- Born: Dawn K. Erb

Academic background
- Education: B.S., Physics and Astronomy, 2000, University of Washington PhD, Astrophysics, 2005, California Institute of Technology

Academic work
- Institutions: University of Wisconsin–Milwaukee
- Website: dawnerb.github.io dawnerb.net

= Dawn Erb =

American physicist

Dawn K. Erb is an American physicist. She is an associate professor in the department of physics at the University of Wisconsin–Milwaukee. Erb's focus is primarily in astrophysics concentrating on the formation and development of galaxies.

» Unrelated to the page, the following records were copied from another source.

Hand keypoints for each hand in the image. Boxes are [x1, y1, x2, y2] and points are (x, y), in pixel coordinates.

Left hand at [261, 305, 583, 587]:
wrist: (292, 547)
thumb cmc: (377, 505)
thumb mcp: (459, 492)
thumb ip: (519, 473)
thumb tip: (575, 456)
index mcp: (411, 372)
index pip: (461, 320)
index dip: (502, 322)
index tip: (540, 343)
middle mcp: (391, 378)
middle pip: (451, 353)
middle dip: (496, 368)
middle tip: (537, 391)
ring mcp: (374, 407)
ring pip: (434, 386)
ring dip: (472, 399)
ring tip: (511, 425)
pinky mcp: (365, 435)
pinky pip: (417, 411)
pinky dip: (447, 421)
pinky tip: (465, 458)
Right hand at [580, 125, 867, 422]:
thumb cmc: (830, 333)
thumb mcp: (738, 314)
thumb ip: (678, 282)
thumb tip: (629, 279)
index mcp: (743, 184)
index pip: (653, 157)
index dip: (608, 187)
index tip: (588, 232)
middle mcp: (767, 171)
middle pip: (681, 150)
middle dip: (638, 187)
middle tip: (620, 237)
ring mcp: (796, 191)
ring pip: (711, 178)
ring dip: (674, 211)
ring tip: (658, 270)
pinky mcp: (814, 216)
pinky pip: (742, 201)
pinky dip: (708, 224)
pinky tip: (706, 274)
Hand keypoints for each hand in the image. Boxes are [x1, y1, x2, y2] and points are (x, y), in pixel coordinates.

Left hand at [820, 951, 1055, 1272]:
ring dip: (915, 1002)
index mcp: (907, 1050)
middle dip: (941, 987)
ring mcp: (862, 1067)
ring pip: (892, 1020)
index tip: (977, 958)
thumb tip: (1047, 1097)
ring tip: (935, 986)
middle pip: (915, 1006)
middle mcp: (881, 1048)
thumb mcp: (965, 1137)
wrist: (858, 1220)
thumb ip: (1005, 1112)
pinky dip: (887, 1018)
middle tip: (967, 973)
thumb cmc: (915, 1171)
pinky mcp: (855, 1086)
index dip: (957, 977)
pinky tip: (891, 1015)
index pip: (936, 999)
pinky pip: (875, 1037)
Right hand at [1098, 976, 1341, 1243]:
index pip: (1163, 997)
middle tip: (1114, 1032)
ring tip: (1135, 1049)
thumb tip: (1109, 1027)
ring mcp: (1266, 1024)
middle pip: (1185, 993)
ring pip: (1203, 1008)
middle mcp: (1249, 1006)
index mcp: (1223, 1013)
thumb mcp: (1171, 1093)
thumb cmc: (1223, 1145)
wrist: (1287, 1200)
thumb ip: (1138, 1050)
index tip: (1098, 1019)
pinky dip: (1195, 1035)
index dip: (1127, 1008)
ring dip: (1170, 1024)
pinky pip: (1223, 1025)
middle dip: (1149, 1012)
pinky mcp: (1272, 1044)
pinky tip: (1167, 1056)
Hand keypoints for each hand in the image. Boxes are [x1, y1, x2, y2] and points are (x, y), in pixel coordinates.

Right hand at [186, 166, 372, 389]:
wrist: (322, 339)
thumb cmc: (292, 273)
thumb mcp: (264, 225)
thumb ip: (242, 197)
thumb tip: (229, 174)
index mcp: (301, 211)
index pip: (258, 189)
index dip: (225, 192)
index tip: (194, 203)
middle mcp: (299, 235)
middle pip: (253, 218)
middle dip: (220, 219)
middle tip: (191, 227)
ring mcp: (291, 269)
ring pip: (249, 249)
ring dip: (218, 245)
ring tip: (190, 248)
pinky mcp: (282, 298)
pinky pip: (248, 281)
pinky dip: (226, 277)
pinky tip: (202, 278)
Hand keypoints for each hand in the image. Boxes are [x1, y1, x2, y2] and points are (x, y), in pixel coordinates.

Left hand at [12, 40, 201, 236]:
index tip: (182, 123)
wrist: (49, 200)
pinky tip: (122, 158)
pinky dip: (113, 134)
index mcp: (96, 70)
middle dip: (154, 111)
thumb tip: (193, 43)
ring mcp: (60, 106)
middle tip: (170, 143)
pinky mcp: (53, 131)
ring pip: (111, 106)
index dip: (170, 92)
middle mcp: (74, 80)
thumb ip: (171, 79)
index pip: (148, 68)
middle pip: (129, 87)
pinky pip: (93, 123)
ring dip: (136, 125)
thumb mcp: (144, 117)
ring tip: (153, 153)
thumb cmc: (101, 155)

Her papers focus on various properties of galaxies, including kinematics, chemical transformation, and development of the intergalactic medium using red shift, bringing insight to how these large interstellar clusters develop.

==Early life and education==
Erb completed her PhD in astrophysics from the California Institute of Technology in 2005 and accepted a postdoctoral fellowship at the Center for Astrophysics | Harvard & Smithsonian.

==Career==
In 2010, Erb joined the department of physics at the University of Wisconsin–Milwaukee as an associate professor and became a visiting assistant professor at the University of Wisconsin–Madison. While working in this role, she received an National Science Foundation Early Career Development Award worth $800,000 to conduct research on galaxy formation and evolution in the early universe.

Erb subsequently published Feedback in low-mass galaxies in the early Universe which concluded that low-mass galaxies were vitally important to gain a better understanding of the universe's reionization. In 2018, her research was recognized by the National Academy of Sciences as she was selected as a Kavli Fellow by the National Academy of Science Frontiers of Science Program. Likewise, she led research at the W. M. Keck Observatory in Hawaii to examine a particular ultraviolet wavelength of light that illuminates a gaseous halo surrounding Q2343-BX418.

During the COVID-19 pandemic, Erb was ranked in the top 2% of scientists around the world and named Research Mentor of the Year.